As noted by Helen Branswell today on twitter (@HelenBranswell) and Crawford Kilian on his blog - the English version of the KSA Ministry of Health website has not been updated with its Arabian-language data in 22-days. 

It's becoming very hard to find 2 sources of MERS case information to trust these days. There has been no World Health Organization (WHO) confirmation of the 2 recent KSA cases and there are possibly 2 outstanding fatal cases in the wind. The WHO did pass along the Qatari case details, plus a little more. Communication between the KSA MOH  and WHO (and us) seems to have slowed to a trickle.

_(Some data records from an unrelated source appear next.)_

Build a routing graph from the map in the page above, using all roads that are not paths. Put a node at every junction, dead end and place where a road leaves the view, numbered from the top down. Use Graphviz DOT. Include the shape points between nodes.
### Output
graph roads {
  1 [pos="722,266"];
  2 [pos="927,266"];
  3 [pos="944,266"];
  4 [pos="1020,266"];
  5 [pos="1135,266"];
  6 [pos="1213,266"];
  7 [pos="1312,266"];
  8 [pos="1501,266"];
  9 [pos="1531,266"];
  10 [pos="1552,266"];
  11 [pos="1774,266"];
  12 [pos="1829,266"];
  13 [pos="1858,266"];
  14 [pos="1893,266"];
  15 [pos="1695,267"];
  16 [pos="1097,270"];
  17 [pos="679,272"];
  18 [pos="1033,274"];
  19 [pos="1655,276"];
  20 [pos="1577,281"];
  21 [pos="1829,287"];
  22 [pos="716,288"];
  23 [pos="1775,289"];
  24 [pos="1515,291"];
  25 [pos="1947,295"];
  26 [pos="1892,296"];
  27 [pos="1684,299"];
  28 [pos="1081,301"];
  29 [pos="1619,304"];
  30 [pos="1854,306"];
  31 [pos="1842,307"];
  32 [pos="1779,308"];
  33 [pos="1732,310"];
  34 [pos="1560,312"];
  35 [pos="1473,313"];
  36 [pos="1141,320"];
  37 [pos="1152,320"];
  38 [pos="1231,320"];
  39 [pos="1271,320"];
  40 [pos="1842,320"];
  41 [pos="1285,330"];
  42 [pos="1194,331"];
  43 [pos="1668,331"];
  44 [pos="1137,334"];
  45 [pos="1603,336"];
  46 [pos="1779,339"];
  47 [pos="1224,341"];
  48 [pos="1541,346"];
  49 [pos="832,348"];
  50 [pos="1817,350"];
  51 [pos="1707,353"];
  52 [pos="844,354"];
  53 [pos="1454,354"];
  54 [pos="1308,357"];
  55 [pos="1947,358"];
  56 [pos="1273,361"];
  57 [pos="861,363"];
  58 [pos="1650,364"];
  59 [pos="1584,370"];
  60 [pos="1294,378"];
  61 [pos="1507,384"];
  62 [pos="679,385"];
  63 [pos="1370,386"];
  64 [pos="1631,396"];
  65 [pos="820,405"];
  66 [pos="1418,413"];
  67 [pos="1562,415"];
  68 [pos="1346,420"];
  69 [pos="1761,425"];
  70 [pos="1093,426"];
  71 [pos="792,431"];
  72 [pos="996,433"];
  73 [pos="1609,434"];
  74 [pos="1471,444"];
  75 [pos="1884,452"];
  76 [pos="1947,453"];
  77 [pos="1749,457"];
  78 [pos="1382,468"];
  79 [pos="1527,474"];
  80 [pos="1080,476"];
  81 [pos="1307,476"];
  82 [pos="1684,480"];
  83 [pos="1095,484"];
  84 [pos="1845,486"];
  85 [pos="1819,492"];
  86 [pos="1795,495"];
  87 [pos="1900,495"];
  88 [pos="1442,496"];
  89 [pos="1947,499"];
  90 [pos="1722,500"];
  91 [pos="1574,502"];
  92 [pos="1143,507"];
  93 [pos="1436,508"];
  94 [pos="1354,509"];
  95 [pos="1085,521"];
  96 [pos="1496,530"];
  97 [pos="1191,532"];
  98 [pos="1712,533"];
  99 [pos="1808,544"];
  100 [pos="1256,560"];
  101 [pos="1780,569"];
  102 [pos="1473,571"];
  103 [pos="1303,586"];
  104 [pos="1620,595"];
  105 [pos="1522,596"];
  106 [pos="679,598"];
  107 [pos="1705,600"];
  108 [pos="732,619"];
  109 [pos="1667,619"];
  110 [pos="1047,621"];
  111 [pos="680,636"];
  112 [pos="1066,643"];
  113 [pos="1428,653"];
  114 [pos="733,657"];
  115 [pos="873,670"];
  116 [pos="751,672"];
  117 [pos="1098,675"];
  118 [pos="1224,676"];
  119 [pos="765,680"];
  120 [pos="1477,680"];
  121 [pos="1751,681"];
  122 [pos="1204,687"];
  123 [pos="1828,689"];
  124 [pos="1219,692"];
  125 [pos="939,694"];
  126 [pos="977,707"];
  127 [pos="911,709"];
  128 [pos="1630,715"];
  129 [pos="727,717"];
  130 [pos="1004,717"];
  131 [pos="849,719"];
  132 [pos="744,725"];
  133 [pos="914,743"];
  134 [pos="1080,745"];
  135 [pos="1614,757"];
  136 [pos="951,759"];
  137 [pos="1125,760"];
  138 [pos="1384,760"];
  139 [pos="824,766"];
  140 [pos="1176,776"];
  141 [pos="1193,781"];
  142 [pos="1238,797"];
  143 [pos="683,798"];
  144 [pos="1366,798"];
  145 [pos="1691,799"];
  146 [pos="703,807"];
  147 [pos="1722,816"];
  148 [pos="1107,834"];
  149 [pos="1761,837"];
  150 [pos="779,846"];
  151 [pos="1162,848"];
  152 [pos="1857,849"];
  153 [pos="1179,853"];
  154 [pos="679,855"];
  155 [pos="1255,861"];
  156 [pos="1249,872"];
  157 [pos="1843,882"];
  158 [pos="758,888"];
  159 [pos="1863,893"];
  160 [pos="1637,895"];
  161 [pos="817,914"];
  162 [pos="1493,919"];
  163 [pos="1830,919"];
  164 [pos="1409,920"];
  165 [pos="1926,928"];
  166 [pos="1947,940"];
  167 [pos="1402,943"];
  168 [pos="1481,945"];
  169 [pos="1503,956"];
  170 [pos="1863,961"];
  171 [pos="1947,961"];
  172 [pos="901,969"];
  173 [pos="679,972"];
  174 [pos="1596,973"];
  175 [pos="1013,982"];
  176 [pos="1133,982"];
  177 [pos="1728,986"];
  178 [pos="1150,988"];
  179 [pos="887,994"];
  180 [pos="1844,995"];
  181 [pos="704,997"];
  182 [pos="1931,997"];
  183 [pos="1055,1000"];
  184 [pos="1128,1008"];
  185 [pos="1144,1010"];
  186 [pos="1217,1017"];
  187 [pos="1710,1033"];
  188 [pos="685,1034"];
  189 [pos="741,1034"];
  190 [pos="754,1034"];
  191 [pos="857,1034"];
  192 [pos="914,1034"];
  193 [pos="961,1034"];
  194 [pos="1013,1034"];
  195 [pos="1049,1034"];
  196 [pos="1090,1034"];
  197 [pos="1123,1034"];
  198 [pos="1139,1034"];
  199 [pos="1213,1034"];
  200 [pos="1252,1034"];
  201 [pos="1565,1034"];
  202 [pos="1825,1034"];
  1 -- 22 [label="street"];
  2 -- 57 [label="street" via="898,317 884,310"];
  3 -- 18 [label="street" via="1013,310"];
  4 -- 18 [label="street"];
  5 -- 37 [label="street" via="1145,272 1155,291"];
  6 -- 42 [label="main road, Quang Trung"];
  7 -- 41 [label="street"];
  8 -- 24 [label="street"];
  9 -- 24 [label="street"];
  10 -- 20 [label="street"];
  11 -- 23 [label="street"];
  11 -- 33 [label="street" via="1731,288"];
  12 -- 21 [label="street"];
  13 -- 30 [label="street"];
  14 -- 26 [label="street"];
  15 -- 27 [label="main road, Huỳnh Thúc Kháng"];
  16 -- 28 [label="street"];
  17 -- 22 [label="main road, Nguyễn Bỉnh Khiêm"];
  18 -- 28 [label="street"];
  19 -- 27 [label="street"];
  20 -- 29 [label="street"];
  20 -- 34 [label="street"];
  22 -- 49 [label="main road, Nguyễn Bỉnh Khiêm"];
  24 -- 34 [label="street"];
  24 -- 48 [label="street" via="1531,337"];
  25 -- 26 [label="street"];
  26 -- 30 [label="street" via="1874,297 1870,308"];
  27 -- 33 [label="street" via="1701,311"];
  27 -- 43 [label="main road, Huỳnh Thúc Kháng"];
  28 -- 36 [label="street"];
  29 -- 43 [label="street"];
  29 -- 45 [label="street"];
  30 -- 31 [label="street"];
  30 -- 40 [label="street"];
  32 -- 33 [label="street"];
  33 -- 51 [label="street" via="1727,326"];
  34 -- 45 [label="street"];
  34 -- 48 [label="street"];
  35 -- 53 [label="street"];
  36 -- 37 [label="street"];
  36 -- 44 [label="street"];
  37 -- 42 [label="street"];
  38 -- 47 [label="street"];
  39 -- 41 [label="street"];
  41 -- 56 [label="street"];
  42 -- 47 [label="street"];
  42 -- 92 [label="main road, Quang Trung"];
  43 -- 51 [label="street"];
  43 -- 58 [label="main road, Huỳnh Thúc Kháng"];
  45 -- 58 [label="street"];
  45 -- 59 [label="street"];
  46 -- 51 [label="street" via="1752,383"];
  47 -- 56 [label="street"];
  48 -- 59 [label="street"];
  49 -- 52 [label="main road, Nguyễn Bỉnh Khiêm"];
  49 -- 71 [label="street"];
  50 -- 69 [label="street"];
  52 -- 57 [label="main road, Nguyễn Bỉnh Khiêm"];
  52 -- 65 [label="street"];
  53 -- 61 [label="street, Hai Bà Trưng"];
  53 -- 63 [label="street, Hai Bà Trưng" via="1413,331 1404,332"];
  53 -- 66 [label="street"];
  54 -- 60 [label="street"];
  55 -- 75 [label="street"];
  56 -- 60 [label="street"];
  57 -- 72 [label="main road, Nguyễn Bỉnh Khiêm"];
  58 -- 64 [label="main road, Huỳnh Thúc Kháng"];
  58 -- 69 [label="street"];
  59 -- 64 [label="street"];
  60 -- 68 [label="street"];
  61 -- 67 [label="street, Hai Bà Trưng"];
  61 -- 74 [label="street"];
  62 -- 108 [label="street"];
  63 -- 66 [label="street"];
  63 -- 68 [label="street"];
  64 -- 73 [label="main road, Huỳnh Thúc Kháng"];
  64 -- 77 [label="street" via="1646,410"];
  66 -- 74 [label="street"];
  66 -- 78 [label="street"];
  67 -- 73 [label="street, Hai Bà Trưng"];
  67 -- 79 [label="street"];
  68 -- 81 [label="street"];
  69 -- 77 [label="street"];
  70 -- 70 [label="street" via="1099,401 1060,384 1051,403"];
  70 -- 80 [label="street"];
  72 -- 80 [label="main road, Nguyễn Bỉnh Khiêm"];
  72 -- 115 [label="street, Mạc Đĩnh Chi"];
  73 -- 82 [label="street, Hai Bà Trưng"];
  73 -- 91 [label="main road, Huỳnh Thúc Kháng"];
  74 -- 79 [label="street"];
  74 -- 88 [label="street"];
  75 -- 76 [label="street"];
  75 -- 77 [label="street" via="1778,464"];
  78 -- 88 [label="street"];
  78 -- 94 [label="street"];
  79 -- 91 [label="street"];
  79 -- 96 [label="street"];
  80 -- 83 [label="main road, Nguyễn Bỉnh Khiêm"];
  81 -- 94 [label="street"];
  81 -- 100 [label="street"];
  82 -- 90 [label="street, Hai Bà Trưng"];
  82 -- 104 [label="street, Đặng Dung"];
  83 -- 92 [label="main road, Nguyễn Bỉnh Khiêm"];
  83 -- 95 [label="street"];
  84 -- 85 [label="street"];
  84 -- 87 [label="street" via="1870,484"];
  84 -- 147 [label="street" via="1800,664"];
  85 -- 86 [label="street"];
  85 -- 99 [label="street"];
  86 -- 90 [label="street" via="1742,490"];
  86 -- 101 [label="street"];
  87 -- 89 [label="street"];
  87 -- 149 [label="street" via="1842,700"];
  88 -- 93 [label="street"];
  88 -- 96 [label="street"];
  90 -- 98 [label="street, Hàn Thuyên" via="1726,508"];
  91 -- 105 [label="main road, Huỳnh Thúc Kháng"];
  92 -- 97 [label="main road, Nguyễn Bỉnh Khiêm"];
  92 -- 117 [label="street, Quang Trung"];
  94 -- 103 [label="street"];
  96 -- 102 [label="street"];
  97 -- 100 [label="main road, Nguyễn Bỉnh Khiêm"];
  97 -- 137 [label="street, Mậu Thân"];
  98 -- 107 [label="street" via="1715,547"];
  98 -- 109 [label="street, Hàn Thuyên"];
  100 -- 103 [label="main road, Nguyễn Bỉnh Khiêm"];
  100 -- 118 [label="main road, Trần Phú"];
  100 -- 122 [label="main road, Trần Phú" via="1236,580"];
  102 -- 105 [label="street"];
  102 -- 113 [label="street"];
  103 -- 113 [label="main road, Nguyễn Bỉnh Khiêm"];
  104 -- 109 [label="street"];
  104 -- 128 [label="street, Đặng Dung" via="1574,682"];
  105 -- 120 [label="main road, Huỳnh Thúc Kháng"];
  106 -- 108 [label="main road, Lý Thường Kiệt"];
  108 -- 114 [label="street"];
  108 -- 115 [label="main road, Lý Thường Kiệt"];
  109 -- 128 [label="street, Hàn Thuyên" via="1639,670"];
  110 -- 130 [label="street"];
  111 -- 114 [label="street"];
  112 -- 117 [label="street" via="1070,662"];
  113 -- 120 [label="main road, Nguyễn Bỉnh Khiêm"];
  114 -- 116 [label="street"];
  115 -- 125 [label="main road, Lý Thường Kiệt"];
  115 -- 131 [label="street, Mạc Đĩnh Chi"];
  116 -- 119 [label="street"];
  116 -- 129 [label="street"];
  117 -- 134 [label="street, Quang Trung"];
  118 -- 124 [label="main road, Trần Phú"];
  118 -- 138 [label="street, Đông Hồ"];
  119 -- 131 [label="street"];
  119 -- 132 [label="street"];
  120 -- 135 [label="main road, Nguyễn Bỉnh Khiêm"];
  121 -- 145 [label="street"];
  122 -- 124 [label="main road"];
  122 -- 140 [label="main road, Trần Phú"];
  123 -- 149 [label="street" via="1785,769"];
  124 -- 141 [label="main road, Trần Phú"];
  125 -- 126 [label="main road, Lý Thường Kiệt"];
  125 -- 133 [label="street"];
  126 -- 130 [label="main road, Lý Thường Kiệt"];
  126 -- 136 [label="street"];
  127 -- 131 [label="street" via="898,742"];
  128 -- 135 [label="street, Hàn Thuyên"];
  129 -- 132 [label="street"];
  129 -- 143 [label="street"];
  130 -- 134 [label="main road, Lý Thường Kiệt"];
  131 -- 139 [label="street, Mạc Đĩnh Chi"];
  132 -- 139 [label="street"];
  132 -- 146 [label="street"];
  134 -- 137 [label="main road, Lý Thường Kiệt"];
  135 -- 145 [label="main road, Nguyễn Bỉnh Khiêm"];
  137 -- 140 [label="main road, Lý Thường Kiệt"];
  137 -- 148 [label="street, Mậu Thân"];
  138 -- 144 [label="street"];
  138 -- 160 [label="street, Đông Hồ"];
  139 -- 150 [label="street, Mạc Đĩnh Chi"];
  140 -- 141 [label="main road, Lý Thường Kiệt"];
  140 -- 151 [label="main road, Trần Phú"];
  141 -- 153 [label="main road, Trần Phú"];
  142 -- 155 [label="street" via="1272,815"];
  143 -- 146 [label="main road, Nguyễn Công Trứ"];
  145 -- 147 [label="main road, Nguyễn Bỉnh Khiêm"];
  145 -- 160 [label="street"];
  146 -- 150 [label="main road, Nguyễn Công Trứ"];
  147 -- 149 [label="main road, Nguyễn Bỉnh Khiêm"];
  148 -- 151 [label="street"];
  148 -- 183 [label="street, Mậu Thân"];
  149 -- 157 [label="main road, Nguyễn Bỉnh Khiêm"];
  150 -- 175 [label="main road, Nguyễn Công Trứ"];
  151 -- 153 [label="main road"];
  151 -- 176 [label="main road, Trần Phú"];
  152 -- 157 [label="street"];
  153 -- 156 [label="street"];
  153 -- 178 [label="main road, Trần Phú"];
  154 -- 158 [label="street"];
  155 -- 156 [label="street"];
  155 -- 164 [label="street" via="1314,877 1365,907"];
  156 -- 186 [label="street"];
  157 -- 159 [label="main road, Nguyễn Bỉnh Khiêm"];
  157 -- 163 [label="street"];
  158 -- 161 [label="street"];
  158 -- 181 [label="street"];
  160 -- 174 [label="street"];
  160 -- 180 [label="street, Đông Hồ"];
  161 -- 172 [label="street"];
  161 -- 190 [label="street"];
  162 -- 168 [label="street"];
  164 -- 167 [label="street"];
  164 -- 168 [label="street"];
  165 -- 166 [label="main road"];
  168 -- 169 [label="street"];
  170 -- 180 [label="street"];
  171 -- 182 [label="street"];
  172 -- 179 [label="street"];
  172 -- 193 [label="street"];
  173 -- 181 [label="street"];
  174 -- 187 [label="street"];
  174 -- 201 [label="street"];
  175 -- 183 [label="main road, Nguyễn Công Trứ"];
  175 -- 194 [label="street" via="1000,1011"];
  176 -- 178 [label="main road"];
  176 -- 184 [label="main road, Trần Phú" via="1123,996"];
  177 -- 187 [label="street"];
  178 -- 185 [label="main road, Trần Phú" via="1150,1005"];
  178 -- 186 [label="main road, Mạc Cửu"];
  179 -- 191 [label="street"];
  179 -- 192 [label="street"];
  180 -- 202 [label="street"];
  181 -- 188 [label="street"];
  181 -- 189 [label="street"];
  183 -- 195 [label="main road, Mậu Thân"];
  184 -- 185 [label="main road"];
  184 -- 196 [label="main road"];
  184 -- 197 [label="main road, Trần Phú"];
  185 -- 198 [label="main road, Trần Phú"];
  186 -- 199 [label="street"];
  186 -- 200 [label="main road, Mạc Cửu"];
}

MERS-CoV cases begin to tick over again after the Hajj....but not related right?

So by all accounts, Hajj2013 was a very successful event. A lot of lifelong wishes may have been fulfilled and the event went off without any apparent major hitch. A huge undertaking on many fronts.

However, during the Hajj it was hard to avoid seeing  Middle East respiratory syndrome (MERS)-related headlines like...


No cases of MERS virus among pilgrims so far

and my particular favourite...


No infectious disease found

...at all that is. None. Not even bad influenza-like illnesses. No coughs or colds among 2,000,000 people gathered together; 1,300,000 having at some level, shared transportation into the Kingdom of Saudi Arabia (KSA)?

Seriously?

That second quote makes me realise just how important it was for the KSA ministry of health to control this aspect of the Hajj's message; no MERS-CoV disease here. So important, that the message was, to say the least, a little heavy handed.

But now, coinciding with the Hajj ending, we see MERS-CoV detections popping up (3 in 3-days). It's very hard to take seriously the MERS-message. Rest assured we're told, those cases are not at all linked to the Hajj - no travel to that region (now so specific that we are told there is no travel outside of Riaydh) in the previous 14-days. Ironic how that longer incubation period is useful in these happy reports, but not remembered in others, such as when the press note:


Saudi Hajj ends successfully with no reports of MERS virus

Click to enlarge. This graph is from September - highlights a similar case
reporting lull around 
umrah which then climbed rapidly and steadily
immediately afterwards.
The (longest) 14-day incubation period means we're not out of the woods yet (see my earlier post on timelines). 

Maybe we'll see no new cases among any of the pilgrims. Cool. I doubt that. We have seen 7-day or more breaks in reporting of new MERS-cases before, so this past week is not "out of character". Time will tell, especially from now on for a week or so. Watch that curve closely.

I still wish we could lay off the "everything is fine here right now" message, and instead tell us what's happening to find the host or what testing is being done among those who are not severely ill (take a look at China and H7N9 - include MERS-CoV in your regular respiratory virus testing panel for a little while and see what comes of it). That would be treating us a little less like we are so easily distracted by shiny baubles.